We called her Flossy, after a great-aunt. We fed her on greenery, brushed her fur, held her on our knees and tickled between her ears. She licked our hands. We were known as “the family with the hare”. She was pretty nervous, but if we waved our fingers under her nose, she would happily attack them with her front paws, like a boxer.
She was a wild creature pining after the great outdoors, to judge by the way she jumped on to windowsills and pressed her nose against the panes. One dark afternoon, she made my father’s university students jump, too, when she emerged suddenly from behind the curtain in his study as they discussed supernatural animals in poetry.
One night, she slipped, caught her front paw in the window catch and hung there by the fractured limb until my horrified mother discovered her and rushed to the vet, where a supportive plaster was applied. The way my mother told the story, on the bus home, Flossy’s poor paw still fell off. My mother stuck it back on as best she could and reapplied the plaster. The paw reattached successfully – but at an angle. She could still lope around, but it would have been cruel to release this disabled creature into the wild.
During the day, we left her in her cage in the garden. This was what killed her. Startled by a sudden noise, she gave a great leap – hares can do 45mph from a standing start – and broke her neck on the wooden structure. “Hares … know that humans mean bad news,” wrote Marianne Taylor in The Way of the Hare. We buried Flossy in the garden.

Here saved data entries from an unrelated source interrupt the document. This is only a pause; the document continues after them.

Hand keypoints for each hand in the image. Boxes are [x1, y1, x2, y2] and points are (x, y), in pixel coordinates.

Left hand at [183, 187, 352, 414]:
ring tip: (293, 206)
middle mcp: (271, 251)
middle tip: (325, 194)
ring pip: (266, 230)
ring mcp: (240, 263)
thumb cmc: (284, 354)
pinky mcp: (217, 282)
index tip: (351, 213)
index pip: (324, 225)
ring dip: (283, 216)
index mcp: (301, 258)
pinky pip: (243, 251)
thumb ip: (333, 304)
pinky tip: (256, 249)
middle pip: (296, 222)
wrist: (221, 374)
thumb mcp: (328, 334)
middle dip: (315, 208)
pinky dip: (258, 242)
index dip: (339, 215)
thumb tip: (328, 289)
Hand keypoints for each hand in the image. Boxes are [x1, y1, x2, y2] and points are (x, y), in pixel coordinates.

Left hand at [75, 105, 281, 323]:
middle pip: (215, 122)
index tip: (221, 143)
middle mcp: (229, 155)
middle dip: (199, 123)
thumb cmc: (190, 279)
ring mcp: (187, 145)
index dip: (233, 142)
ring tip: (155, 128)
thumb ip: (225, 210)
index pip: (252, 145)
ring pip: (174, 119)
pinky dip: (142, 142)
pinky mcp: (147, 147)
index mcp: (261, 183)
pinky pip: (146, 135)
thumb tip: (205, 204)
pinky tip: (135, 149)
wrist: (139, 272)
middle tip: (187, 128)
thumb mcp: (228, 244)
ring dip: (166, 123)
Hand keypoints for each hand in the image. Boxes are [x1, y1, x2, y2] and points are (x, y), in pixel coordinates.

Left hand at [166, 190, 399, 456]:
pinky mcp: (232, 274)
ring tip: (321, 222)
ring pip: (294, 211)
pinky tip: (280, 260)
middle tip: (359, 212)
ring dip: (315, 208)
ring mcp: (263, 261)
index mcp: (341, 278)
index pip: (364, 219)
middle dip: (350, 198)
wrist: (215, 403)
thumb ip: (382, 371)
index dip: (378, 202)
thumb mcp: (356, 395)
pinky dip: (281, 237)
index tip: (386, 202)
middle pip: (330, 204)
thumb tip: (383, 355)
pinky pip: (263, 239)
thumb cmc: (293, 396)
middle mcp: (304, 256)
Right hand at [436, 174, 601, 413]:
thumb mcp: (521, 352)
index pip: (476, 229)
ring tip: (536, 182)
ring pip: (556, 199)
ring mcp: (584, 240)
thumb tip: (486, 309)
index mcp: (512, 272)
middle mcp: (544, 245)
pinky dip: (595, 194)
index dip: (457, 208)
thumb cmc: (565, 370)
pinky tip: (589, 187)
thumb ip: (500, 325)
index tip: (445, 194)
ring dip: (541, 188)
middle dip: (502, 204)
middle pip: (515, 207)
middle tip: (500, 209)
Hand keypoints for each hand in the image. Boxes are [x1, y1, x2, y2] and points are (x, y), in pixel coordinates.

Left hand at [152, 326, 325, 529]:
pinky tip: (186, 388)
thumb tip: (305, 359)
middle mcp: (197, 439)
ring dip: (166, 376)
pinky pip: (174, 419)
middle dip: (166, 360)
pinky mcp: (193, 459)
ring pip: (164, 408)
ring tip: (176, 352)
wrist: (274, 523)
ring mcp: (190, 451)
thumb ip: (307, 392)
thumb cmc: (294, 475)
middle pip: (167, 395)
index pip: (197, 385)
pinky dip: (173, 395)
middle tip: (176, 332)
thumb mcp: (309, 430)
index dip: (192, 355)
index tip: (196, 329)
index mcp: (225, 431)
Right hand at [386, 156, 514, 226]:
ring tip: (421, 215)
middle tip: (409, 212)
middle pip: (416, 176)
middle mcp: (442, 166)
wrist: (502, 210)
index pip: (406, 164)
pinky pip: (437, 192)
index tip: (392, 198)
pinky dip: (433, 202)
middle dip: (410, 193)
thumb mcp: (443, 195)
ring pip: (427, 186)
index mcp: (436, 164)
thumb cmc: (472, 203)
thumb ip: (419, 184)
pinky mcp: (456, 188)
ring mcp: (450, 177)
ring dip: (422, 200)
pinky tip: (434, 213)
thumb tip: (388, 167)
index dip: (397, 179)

Decades later, my partner and I were in another field, walking another dog, when it raced away and, to our horror, caught a fully grown hare. We rapidly hauled the Tibetan terrier off the unfortunate animal, which was stretched out, immobile. It must have been playing dead, though; when we passed the spot an hour later – dog firmly on the lead – there was not even the ghost of a sign of anything grey and long-eared.